Goal of the exercise -> Count the lines of data below that include "other". Provide only the number.

Stored items

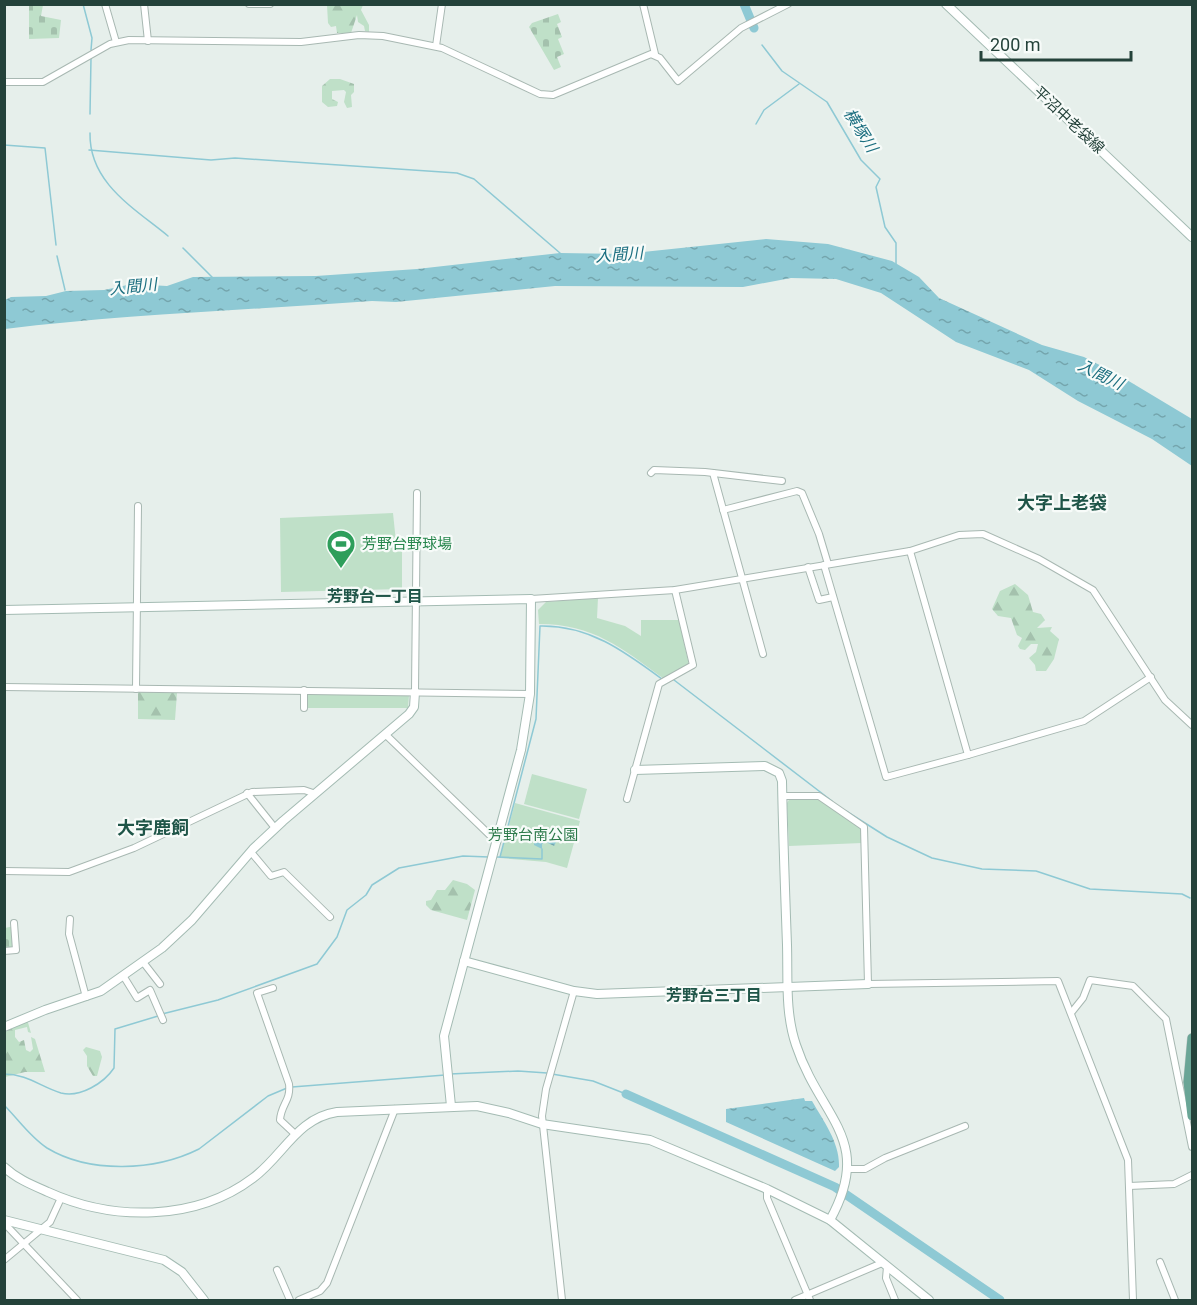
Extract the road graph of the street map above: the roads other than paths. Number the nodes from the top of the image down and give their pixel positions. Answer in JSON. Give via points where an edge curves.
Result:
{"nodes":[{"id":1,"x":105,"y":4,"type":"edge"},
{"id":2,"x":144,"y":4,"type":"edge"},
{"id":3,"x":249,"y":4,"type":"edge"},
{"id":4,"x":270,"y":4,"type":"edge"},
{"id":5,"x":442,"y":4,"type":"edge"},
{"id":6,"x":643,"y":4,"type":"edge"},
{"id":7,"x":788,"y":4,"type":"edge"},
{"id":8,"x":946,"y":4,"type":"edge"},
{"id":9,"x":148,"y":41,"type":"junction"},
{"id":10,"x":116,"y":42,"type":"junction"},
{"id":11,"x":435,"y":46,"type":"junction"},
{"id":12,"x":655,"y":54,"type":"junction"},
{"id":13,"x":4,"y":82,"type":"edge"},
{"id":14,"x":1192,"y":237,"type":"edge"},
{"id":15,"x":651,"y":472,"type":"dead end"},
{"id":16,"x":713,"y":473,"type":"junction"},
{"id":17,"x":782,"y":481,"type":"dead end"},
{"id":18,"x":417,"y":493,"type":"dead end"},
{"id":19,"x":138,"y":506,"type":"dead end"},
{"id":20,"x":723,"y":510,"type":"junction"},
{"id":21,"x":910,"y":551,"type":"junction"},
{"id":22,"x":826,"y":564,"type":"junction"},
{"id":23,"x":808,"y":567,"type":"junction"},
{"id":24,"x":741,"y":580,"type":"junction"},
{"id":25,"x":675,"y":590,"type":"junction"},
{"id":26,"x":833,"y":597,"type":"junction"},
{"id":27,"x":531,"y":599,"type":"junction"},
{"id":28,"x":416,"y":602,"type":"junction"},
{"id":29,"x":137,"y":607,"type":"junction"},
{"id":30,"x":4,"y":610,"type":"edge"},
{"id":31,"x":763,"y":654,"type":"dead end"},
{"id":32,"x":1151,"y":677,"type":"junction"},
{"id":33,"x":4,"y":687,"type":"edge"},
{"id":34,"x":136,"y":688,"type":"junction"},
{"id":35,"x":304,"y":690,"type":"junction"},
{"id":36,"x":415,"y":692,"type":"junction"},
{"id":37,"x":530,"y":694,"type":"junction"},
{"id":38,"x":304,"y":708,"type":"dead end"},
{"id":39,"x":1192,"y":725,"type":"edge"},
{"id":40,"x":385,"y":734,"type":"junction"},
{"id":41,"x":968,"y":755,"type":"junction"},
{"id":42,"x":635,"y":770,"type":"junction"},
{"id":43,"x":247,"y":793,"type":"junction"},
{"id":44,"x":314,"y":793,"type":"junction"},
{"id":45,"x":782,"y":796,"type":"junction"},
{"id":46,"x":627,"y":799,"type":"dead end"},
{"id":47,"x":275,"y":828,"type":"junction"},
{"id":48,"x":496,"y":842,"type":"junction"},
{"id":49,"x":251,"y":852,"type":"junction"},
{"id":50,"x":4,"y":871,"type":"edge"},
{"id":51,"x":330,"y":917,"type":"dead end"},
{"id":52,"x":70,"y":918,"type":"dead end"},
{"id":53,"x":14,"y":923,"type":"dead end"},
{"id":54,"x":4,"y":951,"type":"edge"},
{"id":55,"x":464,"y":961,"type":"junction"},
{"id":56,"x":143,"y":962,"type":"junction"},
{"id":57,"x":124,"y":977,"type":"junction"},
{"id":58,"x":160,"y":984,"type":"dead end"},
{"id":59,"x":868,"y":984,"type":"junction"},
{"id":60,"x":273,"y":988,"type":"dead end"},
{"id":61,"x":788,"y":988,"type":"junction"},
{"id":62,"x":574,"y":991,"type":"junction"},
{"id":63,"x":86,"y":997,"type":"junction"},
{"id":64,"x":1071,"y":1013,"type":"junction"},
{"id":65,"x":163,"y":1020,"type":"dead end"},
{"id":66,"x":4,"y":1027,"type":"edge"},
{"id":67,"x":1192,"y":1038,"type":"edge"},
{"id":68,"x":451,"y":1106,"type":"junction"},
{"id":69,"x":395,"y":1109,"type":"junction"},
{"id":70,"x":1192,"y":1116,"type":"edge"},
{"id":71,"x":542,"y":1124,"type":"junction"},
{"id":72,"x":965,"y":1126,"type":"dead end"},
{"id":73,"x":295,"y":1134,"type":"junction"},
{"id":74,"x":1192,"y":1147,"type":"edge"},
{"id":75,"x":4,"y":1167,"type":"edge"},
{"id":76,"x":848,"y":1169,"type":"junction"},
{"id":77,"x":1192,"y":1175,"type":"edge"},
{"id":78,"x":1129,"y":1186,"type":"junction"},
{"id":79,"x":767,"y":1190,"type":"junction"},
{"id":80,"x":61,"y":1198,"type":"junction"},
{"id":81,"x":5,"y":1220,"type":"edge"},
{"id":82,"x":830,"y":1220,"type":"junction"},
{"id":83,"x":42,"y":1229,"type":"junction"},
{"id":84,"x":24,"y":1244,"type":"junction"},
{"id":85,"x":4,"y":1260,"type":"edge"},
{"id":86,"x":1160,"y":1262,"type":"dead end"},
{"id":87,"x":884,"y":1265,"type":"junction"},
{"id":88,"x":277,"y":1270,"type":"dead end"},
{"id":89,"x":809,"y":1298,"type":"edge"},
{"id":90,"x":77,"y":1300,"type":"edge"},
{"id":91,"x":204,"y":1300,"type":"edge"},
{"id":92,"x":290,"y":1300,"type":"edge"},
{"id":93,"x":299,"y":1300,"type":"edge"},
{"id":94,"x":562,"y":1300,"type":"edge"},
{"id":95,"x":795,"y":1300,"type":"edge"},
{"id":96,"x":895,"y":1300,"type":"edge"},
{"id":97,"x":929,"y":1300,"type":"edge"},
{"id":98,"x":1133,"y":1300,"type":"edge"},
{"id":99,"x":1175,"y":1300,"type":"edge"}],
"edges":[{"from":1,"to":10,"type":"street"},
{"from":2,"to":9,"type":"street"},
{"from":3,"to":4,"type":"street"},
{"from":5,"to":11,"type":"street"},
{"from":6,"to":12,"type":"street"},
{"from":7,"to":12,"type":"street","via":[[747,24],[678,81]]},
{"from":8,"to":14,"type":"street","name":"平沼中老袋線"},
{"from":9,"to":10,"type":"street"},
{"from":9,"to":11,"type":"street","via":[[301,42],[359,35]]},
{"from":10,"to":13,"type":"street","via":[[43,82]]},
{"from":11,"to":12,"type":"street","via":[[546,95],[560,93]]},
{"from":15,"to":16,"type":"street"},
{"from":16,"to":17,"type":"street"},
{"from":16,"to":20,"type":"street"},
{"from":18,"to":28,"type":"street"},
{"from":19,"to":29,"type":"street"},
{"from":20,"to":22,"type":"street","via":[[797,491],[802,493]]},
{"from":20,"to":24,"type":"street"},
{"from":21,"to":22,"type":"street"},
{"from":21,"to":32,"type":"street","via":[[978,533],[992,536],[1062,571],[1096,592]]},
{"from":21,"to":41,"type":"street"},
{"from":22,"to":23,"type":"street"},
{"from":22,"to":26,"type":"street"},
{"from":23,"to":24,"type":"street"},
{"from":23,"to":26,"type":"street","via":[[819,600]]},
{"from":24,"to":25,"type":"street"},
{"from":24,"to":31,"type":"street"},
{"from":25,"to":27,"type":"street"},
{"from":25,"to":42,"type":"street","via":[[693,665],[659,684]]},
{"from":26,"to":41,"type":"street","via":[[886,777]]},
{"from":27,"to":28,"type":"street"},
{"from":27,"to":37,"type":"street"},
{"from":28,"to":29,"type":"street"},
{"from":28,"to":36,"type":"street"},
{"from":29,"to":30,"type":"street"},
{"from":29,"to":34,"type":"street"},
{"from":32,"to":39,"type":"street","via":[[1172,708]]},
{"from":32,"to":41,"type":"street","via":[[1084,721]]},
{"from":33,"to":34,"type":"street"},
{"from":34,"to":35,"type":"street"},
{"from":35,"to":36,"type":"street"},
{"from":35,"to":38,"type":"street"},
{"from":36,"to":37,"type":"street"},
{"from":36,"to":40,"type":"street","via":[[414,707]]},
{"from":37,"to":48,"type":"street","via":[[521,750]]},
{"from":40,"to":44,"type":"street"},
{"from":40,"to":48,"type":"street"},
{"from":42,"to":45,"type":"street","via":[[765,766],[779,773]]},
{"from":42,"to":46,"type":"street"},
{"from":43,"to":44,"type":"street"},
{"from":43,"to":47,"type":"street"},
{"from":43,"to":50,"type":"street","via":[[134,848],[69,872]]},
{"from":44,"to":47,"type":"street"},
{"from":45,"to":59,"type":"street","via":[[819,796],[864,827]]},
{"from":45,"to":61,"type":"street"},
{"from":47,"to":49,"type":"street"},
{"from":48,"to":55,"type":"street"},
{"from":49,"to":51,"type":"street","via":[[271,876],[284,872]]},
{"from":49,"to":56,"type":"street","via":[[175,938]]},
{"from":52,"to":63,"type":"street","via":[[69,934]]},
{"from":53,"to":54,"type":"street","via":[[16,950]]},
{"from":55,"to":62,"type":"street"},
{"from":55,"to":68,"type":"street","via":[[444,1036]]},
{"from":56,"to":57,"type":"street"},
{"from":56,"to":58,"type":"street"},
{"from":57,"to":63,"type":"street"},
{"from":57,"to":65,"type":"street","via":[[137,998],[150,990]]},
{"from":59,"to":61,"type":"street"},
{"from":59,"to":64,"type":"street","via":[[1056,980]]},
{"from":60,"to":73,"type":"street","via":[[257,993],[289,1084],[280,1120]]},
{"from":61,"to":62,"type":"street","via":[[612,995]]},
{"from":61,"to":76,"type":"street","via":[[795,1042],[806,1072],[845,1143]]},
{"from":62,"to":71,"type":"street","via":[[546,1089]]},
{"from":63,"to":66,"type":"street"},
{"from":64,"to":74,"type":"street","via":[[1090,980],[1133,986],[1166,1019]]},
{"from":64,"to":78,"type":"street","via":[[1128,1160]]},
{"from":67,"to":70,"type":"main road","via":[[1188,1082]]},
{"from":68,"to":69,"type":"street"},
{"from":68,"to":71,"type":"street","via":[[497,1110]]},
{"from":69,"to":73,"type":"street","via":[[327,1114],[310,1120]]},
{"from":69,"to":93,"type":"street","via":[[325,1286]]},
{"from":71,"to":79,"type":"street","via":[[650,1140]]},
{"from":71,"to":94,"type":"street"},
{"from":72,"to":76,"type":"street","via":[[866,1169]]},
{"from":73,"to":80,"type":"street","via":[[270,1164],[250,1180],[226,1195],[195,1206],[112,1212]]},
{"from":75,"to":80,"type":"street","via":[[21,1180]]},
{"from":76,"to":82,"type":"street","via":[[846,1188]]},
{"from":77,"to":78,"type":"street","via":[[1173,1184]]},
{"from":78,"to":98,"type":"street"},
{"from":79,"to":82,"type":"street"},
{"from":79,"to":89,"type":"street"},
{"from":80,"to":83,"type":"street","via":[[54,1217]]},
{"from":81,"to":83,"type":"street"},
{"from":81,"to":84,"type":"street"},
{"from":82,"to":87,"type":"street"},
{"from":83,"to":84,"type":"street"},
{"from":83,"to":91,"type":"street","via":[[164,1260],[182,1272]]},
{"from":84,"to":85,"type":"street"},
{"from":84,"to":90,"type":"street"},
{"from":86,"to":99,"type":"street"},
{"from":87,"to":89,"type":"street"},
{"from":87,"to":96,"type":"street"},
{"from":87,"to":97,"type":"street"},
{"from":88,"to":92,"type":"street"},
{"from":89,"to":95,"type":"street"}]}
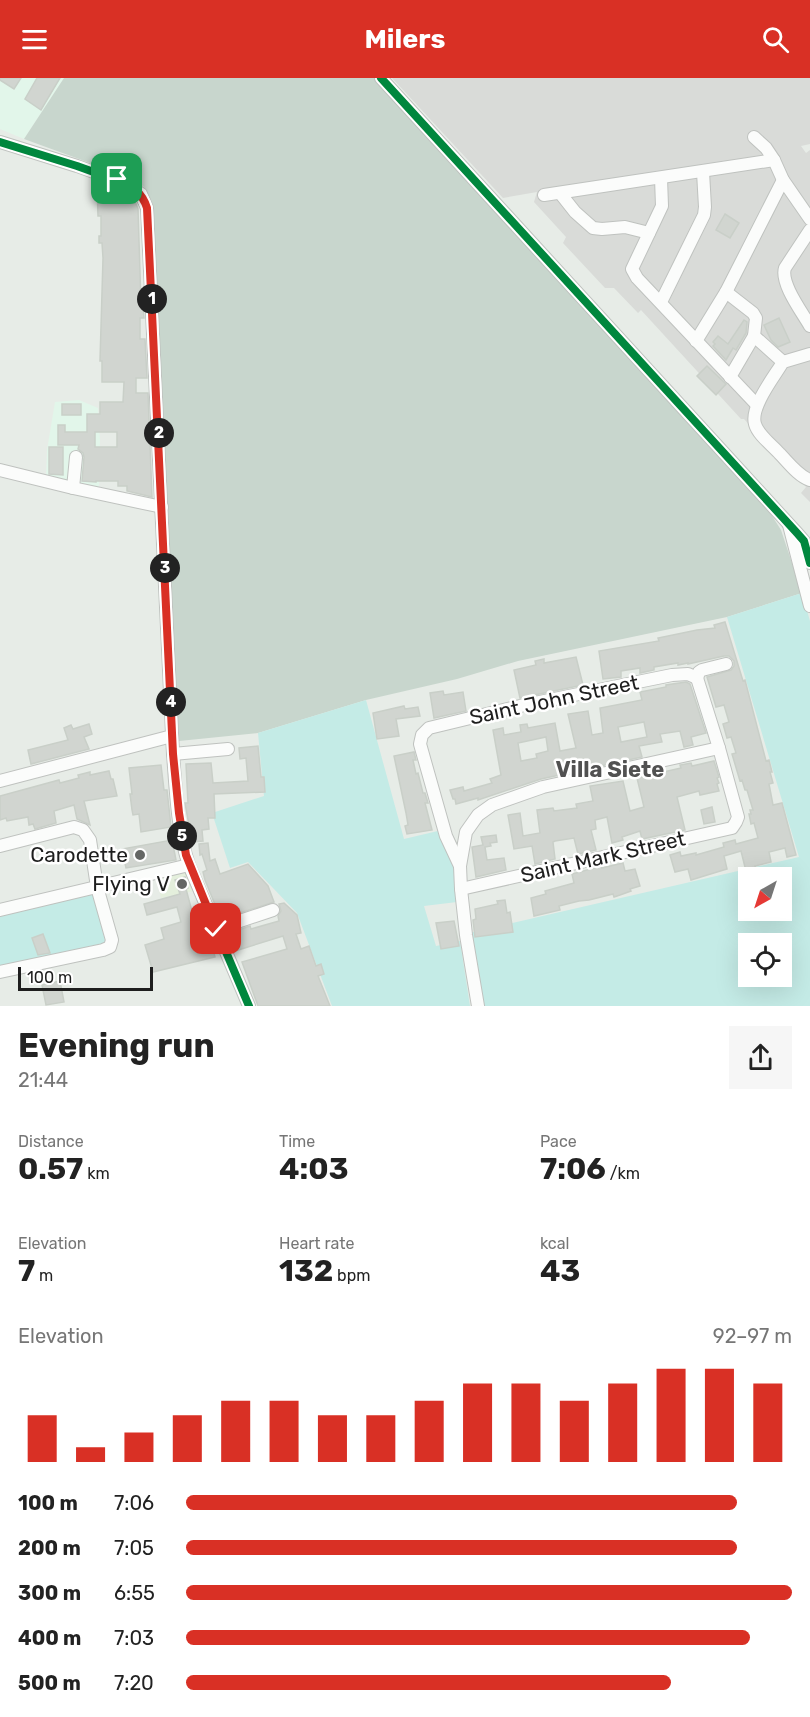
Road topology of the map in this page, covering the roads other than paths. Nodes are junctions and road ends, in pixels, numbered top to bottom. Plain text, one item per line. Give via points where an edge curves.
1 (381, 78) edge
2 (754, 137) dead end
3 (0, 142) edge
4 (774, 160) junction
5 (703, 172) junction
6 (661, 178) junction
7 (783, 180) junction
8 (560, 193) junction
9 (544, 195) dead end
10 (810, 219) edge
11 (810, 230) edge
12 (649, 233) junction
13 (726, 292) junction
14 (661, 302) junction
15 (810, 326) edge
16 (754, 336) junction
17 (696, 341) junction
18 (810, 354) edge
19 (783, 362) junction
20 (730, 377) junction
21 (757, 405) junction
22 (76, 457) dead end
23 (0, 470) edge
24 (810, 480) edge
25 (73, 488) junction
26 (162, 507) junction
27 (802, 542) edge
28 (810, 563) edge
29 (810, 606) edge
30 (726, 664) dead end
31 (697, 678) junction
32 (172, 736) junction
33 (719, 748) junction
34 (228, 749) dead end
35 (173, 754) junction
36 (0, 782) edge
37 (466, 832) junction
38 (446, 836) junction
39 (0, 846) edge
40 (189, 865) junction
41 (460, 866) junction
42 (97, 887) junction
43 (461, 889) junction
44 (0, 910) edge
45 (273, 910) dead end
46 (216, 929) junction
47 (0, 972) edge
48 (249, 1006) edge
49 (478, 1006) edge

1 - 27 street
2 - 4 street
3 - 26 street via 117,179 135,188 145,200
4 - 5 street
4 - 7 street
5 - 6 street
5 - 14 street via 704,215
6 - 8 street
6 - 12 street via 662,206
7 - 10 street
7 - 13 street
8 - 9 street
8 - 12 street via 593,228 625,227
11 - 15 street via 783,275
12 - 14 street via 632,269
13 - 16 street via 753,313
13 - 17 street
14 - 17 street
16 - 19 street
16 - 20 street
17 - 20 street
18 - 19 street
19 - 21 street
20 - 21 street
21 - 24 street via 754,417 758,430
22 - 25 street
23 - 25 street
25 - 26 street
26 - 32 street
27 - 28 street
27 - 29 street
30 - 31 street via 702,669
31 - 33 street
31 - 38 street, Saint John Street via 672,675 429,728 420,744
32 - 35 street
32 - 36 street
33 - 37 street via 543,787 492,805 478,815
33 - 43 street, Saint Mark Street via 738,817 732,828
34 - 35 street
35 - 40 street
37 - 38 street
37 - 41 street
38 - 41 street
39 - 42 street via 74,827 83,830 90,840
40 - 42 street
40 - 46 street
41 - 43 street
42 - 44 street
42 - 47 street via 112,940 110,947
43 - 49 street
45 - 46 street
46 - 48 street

Task solution -> 2